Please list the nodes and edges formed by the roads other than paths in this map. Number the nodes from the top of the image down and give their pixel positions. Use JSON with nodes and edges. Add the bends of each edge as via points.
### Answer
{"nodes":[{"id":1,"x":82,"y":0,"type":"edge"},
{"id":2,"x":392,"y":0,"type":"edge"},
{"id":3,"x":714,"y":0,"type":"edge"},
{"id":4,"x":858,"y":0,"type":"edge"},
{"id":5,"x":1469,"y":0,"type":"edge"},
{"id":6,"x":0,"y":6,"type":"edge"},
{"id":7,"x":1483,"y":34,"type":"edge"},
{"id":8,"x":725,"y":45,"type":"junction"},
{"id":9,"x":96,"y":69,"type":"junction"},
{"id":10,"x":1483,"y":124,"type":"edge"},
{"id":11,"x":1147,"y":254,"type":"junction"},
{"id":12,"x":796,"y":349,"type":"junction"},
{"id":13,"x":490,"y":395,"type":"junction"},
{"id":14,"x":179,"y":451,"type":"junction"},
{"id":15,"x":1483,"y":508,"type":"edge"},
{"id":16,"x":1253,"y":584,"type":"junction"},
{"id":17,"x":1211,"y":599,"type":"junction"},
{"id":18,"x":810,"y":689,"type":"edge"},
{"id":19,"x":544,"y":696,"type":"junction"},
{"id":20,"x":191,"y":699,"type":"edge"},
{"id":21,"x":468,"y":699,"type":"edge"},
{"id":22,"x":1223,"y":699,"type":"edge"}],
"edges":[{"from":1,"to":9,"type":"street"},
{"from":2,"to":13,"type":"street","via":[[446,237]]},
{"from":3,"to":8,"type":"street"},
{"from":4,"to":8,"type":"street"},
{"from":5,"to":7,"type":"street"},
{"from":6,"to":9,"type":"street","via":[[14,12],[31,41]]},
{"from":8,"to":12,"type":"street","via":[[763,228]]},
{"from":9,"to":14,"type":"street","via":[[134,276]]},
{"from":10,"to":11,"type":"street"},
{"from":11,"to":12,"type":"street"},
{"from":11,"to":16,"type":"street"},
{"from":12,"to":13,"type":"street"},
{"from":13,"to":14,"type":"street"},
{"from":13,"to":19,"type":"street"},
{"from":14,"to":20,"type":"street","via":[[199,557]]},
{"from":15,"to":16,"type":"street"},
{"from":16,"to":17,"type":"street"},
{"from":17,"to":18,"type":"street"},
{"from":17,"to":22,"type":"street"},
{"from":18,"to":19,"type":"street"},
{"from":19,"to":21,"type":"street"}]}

§ **TASK ITEM**: Which of the lines above include the word "edges"? Copy each of them.

§ **YOUR SOLUTION**:
Please list the nodes and edges formed by the roads other than paths in this map. Number the nodes from the top of the image down and give their pixel positions. Use JSON with nodes and edges. Add the bends of each edge as via points.
"edges":[{"from":1,"to":9,"type":"street"},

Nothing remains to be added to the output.